Bryant Park During the Warm Months

As mentioned in my previous blog entry, we visited Bryant Park with the kids twice now.  This last time was just this past weekend during the warmer months so it didn't at all resemble the winter park with an ice rink like the last time we were at Bryant Park with Lukey and Kenzie.  If we hadn't told the kids this was Bryant Park, they might not have recognized it in the warm weather!  The park really does look a lot different in the summer months compared to the winter months.

During the winter months, they jam-pack this park with a big ice rink, a locker and changing facility, a few different socializing areas, and close to a hundred small shops.  When all the winter seasonal attractions are packed away for the summer, the park looks completely different.  

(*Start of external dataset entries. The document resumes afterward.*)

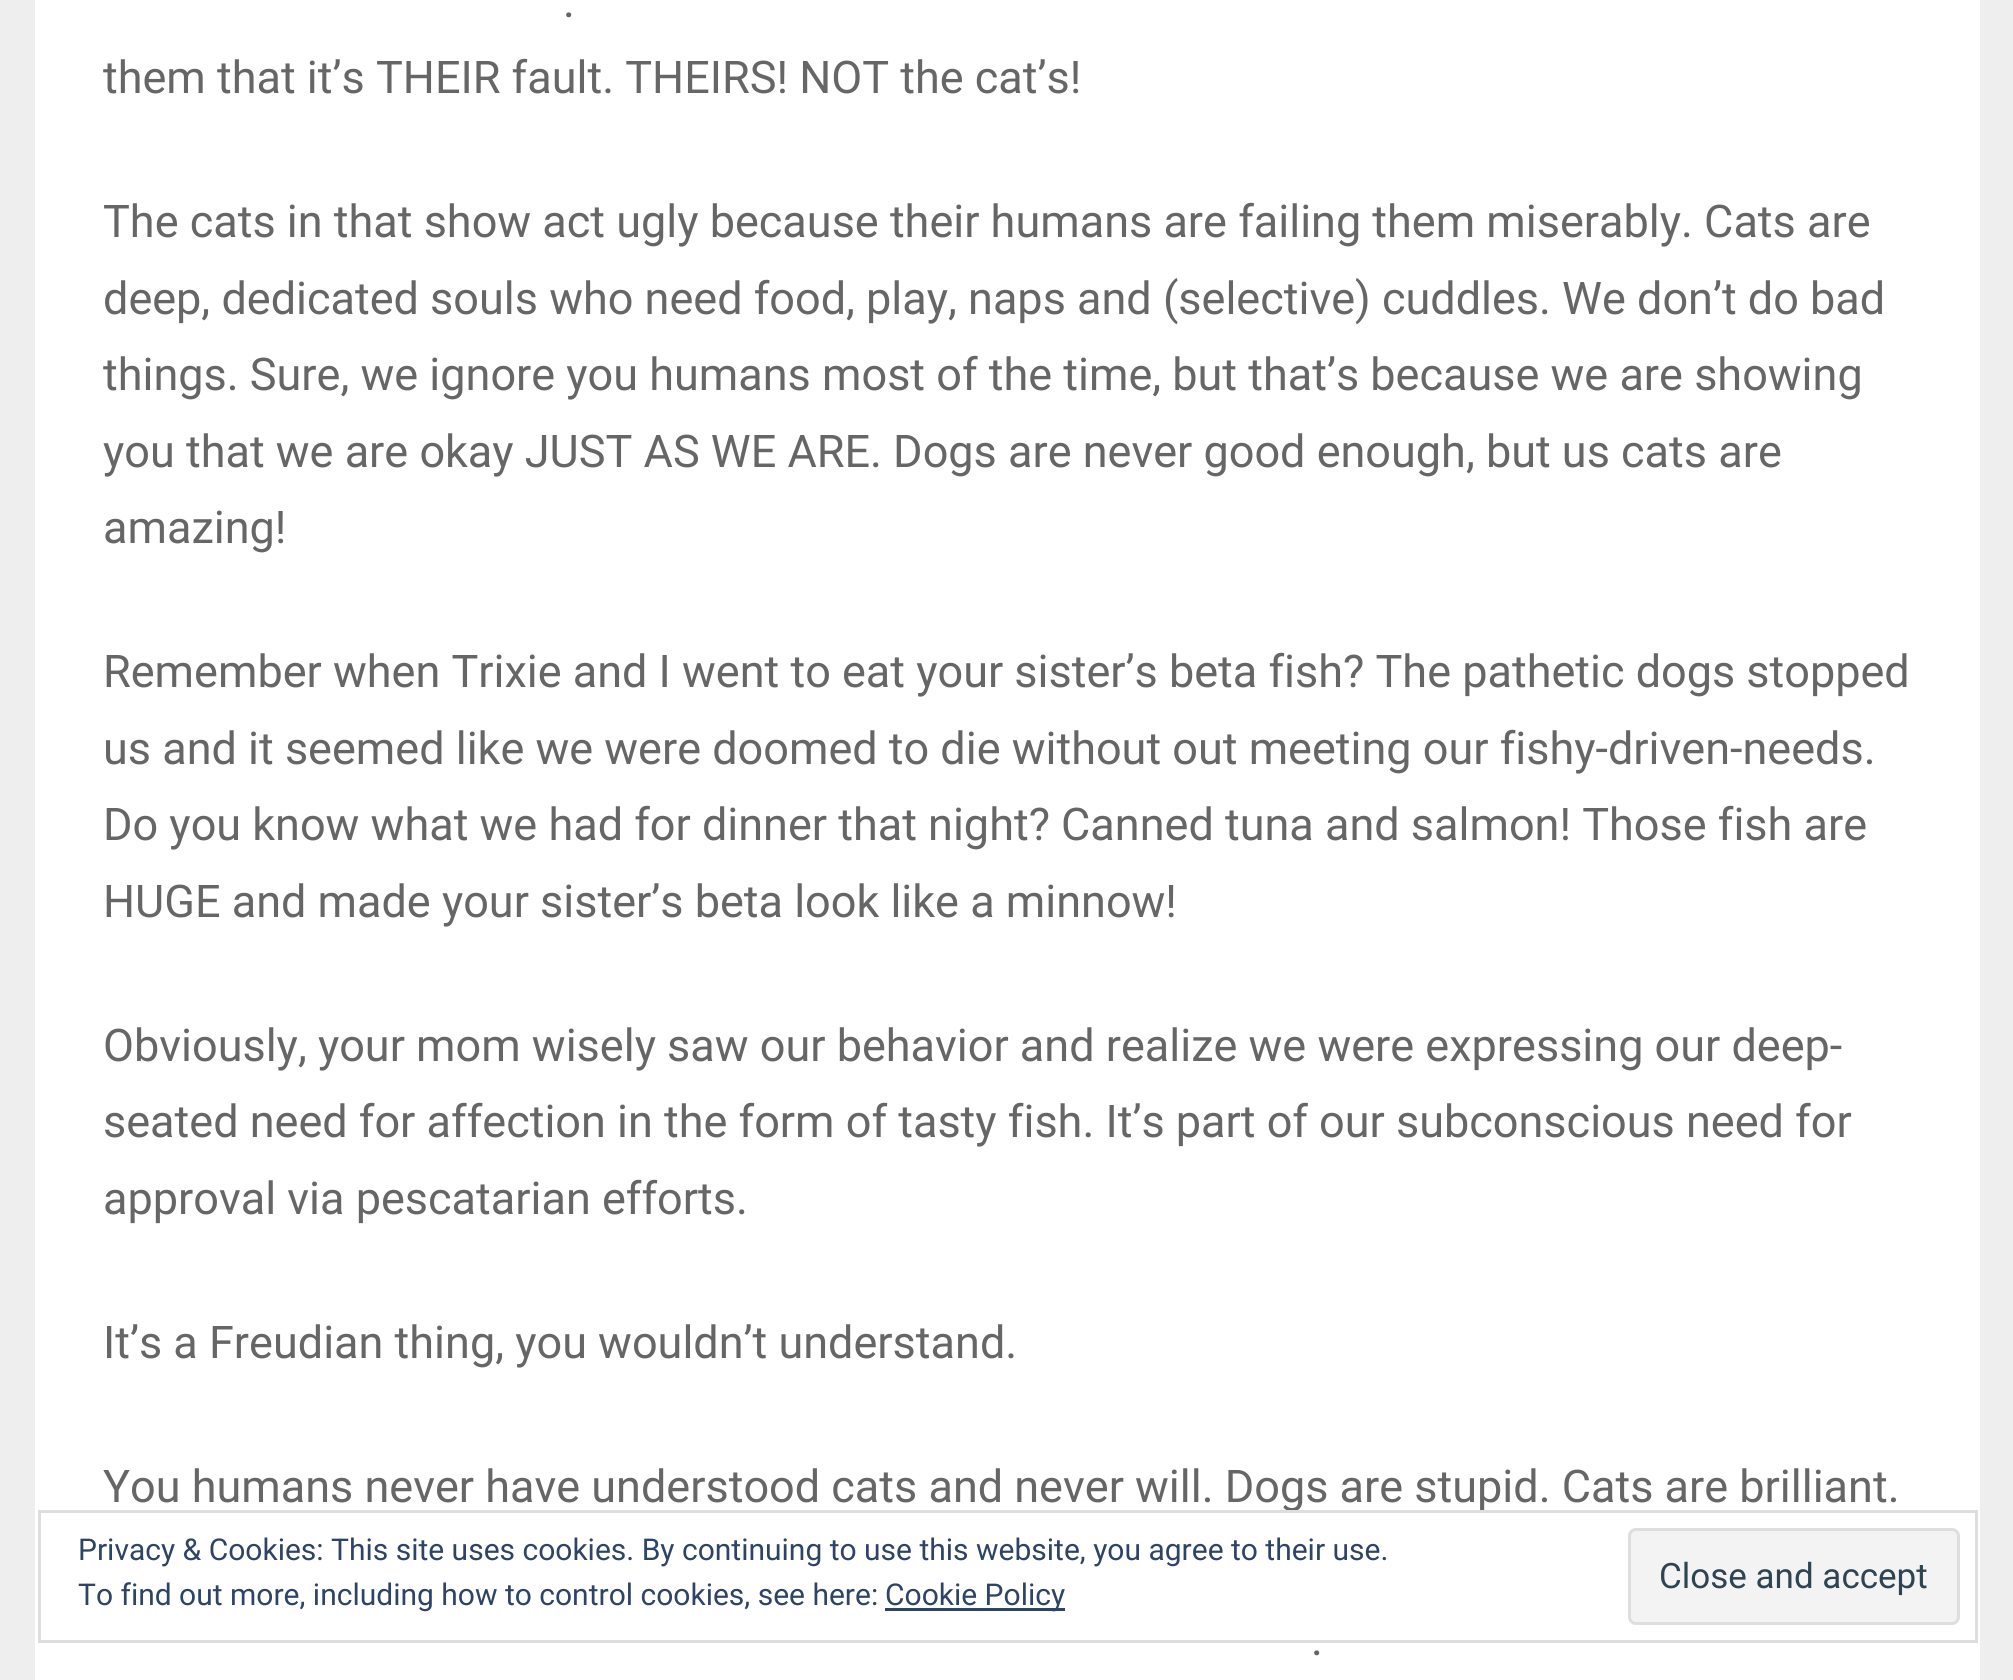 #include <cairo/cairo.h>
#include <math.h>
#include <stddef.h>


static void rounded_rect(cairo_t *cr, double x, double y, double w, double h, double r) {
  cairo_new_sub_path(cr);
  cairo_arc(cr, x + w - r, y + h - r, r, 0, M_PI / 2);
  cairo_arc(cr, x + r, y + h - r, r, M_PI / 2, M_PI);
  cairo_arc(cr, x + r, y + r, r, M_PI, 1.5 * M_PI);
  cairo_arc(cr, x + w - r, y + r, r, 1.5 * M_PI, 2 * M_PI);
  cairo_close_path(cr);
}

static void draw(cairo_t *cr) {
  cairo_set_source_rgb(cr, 238 / 255.0, 238 / 255.0, 238 / 255.0);
  cairo_paint(cr);
  cairo_set_source_rgb(cr, 1, 1, 1);
  cairo_rectangle(cr, 35, 0, 1945, 1680);
  cairo_fill(cr);
  cairo_select_font_face(cr, "Roboto", CAIRO_FONT_SLANT_NORMAL, CAIRO_FONT_WEIGHT_NORMAL);
  cairo_set_font_size(cr, 45);
  cairo_set_source_rgb(cr, 102 / 255.0, 102 / 255.0, 102 / 255.0);
  cairo_move_to(cr, 563, 17);
  cairo_show_text(cr, ".");
  cairo_move_to(cr, 103, 93);
  cairo_show_text(cr, "them that it’s THEIR fault. THEIRS! NOT the cat’s!");
  cairo_move_to(cr, 103, 237);
  cairo_show_text(cr, "The cats in that show act ugly because their humans are failing them miserably. Cats are");
  cairo_move_to(cr, 103, 314);
  cairo_show_text(cr, "deep, dedicated souls who need food, play, naps and (selective) cuddles. We don’t do bad");
  cairo_move_to(cr, 103, 390);
  cairo_show_text(cr, "things. Sure, we ignore you humans most of the time, but that’s because we are showing");
  cairo_move_to(cr, 103, 467);
  cairo_show_text(cr, "you that we are okay JUST AS WE ARE. Dogs are never good enough, but us cats are");
  cairo_move_to(cr, 103, 543);
  cairo_show_text(cr, "amazing!");
  cairo_move_to(cr, 103, 687);
  cairo_show_text(cr, "Remember when Trixie and I went to eat your sister’s beta fish? The pathetic dogs stopped");
  cairo_move_to(cr, 103, 764);
  cairo_show_text(cr, "us and it seemed like we were doomed to die without out meeting our fishy-driven-needs.");
  cairo_move_to(cr, 103, 840);
  cairo_show_text(cr, "Do you know what we had for dinner that night? Canned tuna and salmon! Those fish are");
  cairo_move_to(cr, 103, 917);
  cairo_show_text(cr, "HUGE and made your sister’s beta look like a minnow!");
  cairo_move_to(cr, 103, 1061);
  cairo_show_text(cr, "Obviously, your mom wisely saw our behavior and realize we were expressing our deep-");
  cairo_move_to(cr, 103, 1137);
  cairo_show_text(cr, "seated need for affection in the form of tasty fish. It’s part of our subconscious need for");
  cairo_move_to(cr, 103, 1214);
  cairo_show_text(cr, "approval via pescatarian efforts.");
  cairo_move_to(cr, 103, 1358);
  cairo_show_text(cr, "It’s a Freudian thing, you wouldn’t understand.");
  cairo_move_to(cr, 103, 1502);
  cairo_show_text(cr, "You humans never have understood cats and never will. Dogs are stupid. Cats are brilliant.");
  cairo_move_to(cr, 1311, 1655);
  cairo_show_text(cr, ".");
  cairo_rectangle(cr, 39.5, 1511.5, 1937, 130);
  cairo_set_source_rgb(cr, 222 / 255.0, 222 / 255.0, 222 / 255.0);
  cairo_set_line_width(cr, 3);
  cairo_stroke(cr);
  cairo_set_font_size(cr, 30);
  cairo_set_source_rgb(cr, 46 / 255.0, 68 / 255.0, 103 / 255.0);
  cairo_move_to(cr, 78, 1560);
  cairo_show_text(cr, "Privacy & Cookies: This site uses cookies. By continuing to use this website, you agree to their use.");
  cairo_move_to(cr, 78, 1605);
  cairo_show_text(cr, "To find out more, including how to control cookies, see here:");
  cairo_rectangle(cr, 885, 1608, 180, 3);
  cairo_fill(cr);
  cairo_move_to(cr, 885, 1605);
  cairo_show_text(cr, "Cookie Policy");
  cairo_set_source_rgb(cr, 243 / 255.0, 243 / 255.0, 243 / 255.0);
  rounded_rect(cr, 1629.5, 1529.5, 329, 94, 6.5);
  cairo_fill_preserve(cr);
  cairo_set_source_rgb(cr, 222 / 255.0, 222 / 255.0, 222 / 255.0);
  cairo_stroke(cr);
  cairo_set_font_size(cr, 35);
  cairo_set_source_rgb(cr, 46 / 255.0, 68 / 255.0, 83 / 255.0);
  cairo_move_to(cr, 1659, 1588);
  cairo_show_text(cr, "Close and accept");
}

int main(void) {
  cairo_surface_t *surface = cairo_image_surface_create(CAIRO_FORMAT_RGB24, 2013, 1680);
  cairo_t *cr = cairo_create(surface);
  cairo_font_options_t *options = cairo_font_options_create();
  cairo_font_options_set_hint_metrics(options, CAIRO_HINT_METRICS_OFF);
  cairo_font_options_set_hint_style(options, CAIRO_HINT_STYLE_NONE);
  cairo_set_font_options(cr, options);
  cairo_set_miter_limit(cr, 4);
  draw(cr);
  cairo_surface_write_to_png(surface, "out.png");
  cairo_font_options_destroy(options);
  cairo_destroy(cr);
  cairo_surface_destroy(surface);
  return 0;
}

We quickly walked the few blocks from Grand Central Terminal to Bryant Park...


Below, the Public Library is behind them as they try to get their bearings...


Below is the back side of the Public Library facing Bryant Park.  I reminded the kids that the library extends the full length underneath Bryant Park and briefly described the card catalog system and how books are retrieved from this underground section of the library.  It is interesting but I'm not going to go into describing the library here.  This blog entry is about our visit to Bryant Park.  

Someday, when we have a bit more time, I'd really like to bring the kids into this public library to show them what a real public library looks like.  I really do think they would be shocked.  Libraries are becoming few and far between today and this immense library is very much an historic museum in addition to being an expansive library.


Here is the small carousel at Bryant Park.  Kenzie wanted to ride on it but, as we walked by, it was not yet running for the day.




On the northwest corner of Bryant Park, we were looking across at the building on the opposite corner as we waited for the traffic light to change.  I noticed the window washer scaffold on one of the lower floors and pointed toward it.  Then we realized that these window washers are actually robotic!  What the heck?  Wouldn't that take all the fun out of being a window washer in Manhattan?

When I had graduated from Civil Engineering back in the early 1980s, I was offered a job as a window washer on skyscrapers.  At the time, this was a bit more adventurous than I wanted.  In another year or two afterward, I probably would have jumped at that offer especially if it paid well!

Once I thought about this job turning robotic, I realized I shouldn't be surprised that the window washers on skyscrapers are now robotic.  Although...  hmmm...  didn't I recently (in the past year or two) see a video of a NYFD rescue of window washers dangling from a skyscraper off a toppled scaffold?   They cut through a window on one of the upper floors of this particular skyscraper to remove the huge window pane so they could pull the dangling window washer inside.  Hmmmm.... now I'm going to have to do more research on this.



From here, we walked uptown to Rockefeller Center...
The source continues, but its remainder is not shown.